O Departamento de Suprimentos e seu cliente direto, a obra

Há muito observamos que os Departamentos de Suprimentos das empresas não tratam seus clientes diretos com as melhores práticas difundidas pelo mercado. No mundo business todos sabemos que o esquecimento do cliente é um ponto crucial que contribui para culminar com o encerramento de qualquer atividade. É apenas uma questão de tempo.

Todo e qualquer empreendedor que almeja o êxito e a longevidade de seus negócios e, mais que isso, pretende traduzir para seus colaboradores segurança e estabilidade no emprego, tem como foco o cliente. Basta pesquisarmos referências corporativas para concluir que o cliente determina o ritmo dos negócios. Entretanto, esta prática não é observada pela maioria dos Departamentos de Suprimentos das empresas de construção civil para incorporação imobiliária.

Em algumas empresas, o Departamento de Suprimentos sequer é controlado pela Engenharia e o posicionamento dos gerentes de suprimentos se torna cada vez mais incompatível com a realidade de mercado, pois este setor tem sido amparado por gerentes e superintendentes que não sabem cultivar e aprimorar as regras básicas que envolvem cliente e mercado, piorando ainda mais a já conturbada situação.

O gerente de suprimentos, por melhor que seja sua qualificação técnica, muitas vezes ampliada por sua atuação como um bom engenheiro de obra, não tem como deliberar acertadamente e com competência sobre todas as propostas de forma a balizar e buscar as melhores alternativas para a obra e para a empresa. E por que isso acontece? Porque ele não consegue vivenciar todos os projetos, alternativas e sugestões de forma a interferir de forma positiva na conclusão do negócio.

Quero deixar registrado que esta falta de competência não está diretamente relacionada com a qualidade técnica, mas com a disponibilidade e proatividade em atuar com diversos projetos simultaneamente, a despeito de tantos recursos mercadológicos existentes.

O desastroso processo de tentar fechar grandes pacotes com cálculos considerados significativos tem causado aos gerentes de suprimentos uma espécie de miopia: no final, o ganho difere do esperado e se desvincula da necessidade de equalização individual das obras, passando, assim, a ser problema pós-negócio para o coordenador de obra.

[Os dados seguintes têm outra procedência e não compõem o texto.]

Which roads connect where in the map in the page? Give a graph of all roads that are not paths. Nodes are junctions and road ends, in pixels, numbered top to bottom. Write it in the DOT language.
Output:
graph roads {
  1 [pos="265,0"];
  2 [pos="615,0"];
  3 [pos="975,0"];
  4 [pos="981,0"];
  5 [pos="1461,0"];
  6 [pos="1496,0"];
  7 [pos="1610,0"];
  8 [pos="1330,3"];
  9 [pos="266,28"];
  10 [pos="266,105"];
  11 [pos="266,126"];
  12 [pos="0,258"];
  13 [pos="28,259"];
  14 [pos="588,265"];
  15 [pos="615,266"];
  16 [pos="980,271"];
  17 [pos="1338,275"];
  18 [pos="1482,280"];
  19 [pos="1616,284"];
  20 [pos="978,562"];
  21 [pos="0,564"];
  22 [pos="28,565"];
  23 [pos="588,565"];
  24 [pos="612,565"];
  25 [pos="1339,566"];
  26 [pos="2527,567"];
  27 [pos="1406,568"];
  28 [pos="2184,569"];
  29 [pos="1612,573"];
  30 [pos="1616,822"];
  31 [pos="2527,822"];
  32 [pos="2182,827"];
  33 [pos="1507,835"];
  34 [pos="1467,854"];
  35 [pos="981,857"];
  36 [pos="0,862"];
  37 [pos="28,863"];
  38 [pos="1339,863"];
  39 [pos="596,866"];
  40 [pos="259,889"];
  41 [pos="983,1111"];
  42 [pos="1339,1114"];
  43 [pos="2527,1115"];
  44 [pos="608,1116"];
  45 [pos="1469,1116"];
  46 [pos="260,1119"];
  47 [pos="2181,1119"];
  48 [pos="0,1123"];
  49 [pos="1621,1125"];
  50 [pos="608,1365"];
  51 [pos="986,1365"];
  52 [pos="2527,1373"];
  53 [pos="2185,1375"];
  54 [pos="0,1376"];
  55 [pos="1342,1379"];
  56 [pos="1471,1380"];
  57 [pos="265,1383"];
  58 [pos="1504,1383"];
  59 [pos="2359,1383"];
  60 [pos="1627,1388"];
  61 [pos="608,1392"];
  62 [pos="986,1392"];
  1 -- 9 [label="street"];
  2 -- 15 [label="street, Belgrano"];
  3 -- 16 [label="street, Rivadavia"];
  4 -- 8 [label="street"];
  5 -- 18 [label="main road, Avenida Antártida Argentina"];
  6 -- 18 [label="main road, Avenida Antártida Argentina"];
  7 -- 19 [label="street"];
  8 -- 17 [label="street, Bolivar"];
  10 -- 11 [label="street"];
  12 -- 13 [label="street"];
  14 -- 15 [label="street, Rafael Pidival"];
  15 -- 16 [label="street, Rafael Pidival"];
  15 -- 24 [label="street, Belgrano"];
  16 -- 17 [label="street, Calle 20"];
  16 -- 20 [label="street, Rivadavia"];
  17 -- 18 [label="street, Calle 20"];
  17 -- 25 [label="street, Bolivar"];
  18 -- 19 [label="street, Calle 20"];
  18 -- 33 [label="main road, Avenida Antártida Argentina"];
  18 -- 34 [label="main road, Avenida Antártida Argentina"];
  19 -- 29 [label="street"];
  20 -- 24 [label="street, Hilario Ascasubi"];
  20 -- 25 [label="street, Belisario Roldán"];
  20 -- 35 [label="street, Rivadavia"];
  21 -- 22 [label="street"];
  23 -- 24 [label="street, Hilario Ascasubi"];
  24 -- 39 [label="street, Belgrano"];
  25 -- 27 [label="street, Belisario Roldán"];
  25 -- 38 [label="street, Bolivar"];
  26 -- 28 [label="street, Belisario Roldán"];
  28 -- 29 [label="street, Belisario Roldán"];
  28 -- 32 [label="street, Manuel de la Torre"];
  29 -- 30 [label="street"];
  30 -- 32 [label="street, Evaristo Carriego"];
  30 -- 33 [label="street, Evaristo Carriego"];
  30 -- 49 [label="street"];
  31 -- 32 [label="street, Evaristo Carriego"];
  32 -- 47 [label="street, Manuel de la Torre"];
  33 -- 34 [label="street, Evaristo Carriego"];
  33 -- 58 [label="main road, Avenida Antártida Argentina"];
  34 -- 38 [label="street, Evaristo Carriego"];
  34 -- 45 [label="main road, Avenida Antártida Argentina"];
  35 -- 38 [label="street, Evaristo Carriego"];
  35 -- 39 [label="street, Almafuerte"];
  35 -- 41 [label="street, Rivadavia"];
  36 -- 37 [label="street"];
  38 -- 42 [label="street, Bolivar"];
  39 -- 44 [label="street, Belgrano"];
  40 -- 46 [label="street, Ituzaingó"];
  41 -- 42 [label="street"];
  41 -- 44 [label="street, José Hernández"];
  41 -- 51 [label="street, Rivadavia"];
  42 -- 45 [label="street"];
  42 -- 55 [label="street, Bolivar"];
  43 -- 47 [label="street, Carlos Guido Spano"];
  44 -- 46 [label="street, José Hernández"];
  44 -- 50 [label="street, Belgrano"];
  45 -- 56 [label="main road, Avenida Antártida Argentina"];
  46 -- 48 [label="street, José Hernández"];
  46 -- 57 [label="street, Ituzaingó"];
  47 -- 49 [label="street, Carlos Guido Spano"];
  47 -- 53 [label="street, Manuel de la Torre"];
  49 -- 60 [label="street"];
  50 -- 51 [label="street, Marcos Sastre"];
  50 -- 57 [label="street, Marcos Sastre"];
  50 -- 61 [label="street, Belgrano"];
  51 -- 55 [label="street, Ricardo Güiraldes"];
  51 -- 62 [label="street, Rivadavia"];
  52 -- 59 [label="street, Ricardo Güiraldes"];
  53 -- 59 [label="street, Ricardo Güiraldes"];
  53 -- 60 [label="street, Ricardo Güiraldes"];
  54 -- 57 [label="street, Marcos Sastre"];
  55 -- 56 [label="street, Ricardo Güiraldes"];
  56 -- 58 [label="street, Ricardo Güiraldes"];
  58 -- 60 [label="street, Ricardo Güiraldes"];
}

Na visão do gerente de suprimentos, fechar um “bom” negócio significa não poder haver várias alternativas no balizamento das propostas. Assim, ele opta pelas generalidades das alternativas e deixa a maioria das obras em situação difícil, pois cada obra tem a sua particularidade, que a distancia e muito da negociação genérica realizada no intuito de se conseguir um bom pacote.

Tenho ouvido de alguns operadores de suprimentos a seguinte frase: “mas a obra solicita a compra de muitos insumos na última hora”. Bom, daí eu questiono: mas esta não é a finalidade deste departamento? Tudo bem buscar uma organização, mas se o Departamento de Suprimentos não atender à demanda das obras irá atender a que? Ao concorrente?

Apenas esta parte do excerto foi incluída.